(Collection entries)
───
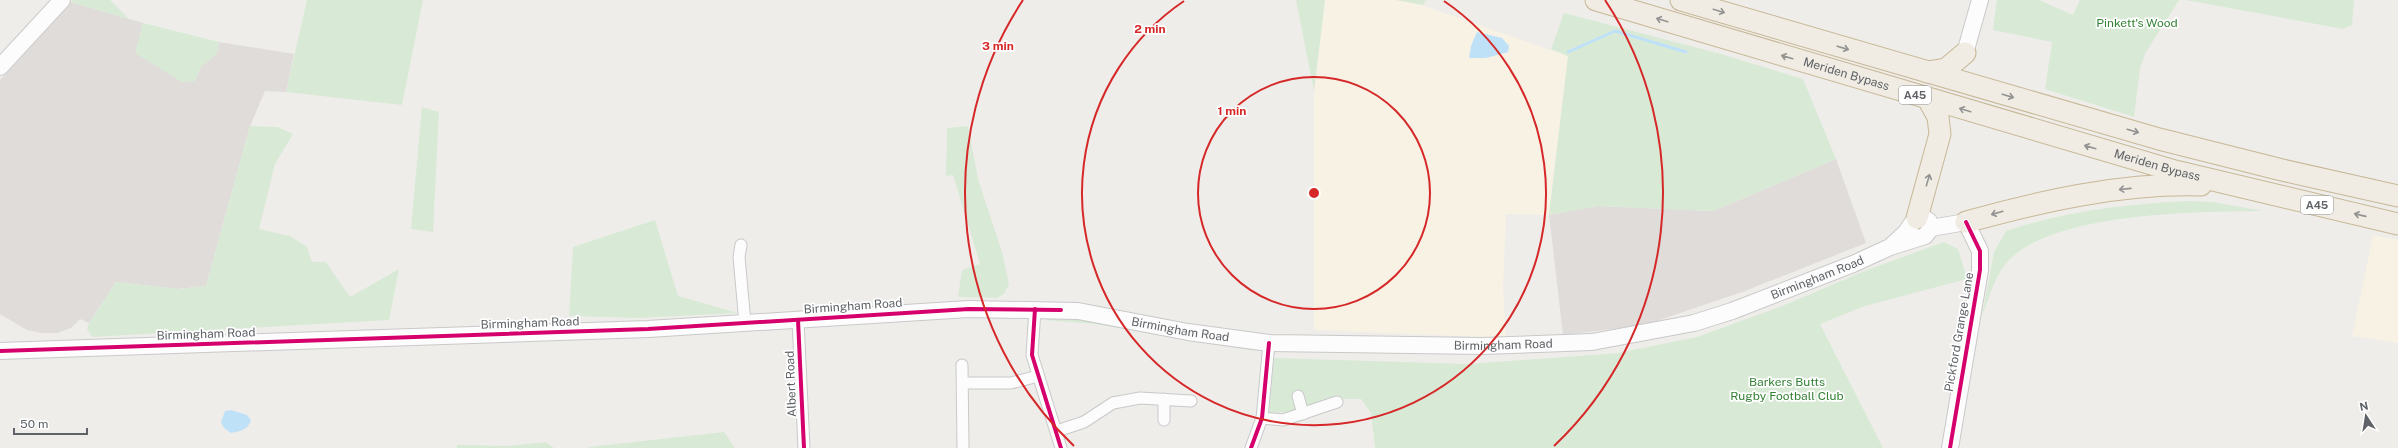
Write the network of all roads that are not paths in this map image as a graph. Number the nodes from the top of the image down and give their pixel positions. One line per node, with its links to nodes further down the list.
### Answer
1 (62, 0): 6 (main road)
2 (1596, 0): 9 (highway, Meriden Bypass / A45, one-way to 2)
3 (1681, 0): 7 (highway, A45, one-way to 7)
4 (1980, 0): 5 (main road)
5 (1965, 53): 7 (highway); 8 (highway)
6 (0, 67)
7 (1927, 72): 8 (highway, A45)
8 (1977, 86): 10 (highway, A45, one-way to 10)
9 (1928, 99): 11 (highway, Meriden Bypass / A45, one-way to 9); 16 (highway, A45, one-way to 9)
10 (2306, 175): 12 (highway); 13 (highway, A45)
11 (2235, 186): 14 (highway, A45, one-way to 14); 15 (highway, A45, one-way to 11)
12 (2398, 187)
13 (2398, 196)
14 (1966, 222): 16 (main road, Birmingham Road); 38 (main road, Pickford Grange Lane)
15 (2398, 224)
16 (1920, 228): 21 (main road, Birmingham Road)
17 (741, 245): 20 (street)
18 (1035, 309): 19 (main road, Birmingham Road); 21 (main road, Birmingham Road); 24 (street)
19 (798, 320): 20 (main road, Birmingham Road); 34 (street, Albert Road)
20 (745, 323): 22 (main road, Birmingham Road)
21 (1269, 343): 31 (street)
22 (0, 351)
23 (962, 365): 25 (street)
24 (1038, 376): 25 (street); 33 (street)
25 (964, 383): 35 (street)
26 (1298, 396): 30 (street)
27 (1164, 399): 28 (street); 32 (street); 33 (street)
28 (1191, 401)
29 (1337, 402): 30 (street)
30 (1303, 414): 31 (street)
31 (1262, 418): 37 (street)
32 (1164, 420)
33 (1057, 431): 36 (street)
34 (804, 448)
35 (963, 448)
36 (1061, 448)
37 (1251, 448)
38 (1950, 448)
───
**WHAT THIS TASK INVOLVES:** Return every line from the records above that holds the word "Bypass".

**RESULT:**
2 (1596, 0): 9 (highway, Meriden Bypass / A45, one-way to 2)
9 (1928, 99): 11 (highway, Meriden Bypass / A45, one-way to 9); 16 (highway, A45, one-way to 9)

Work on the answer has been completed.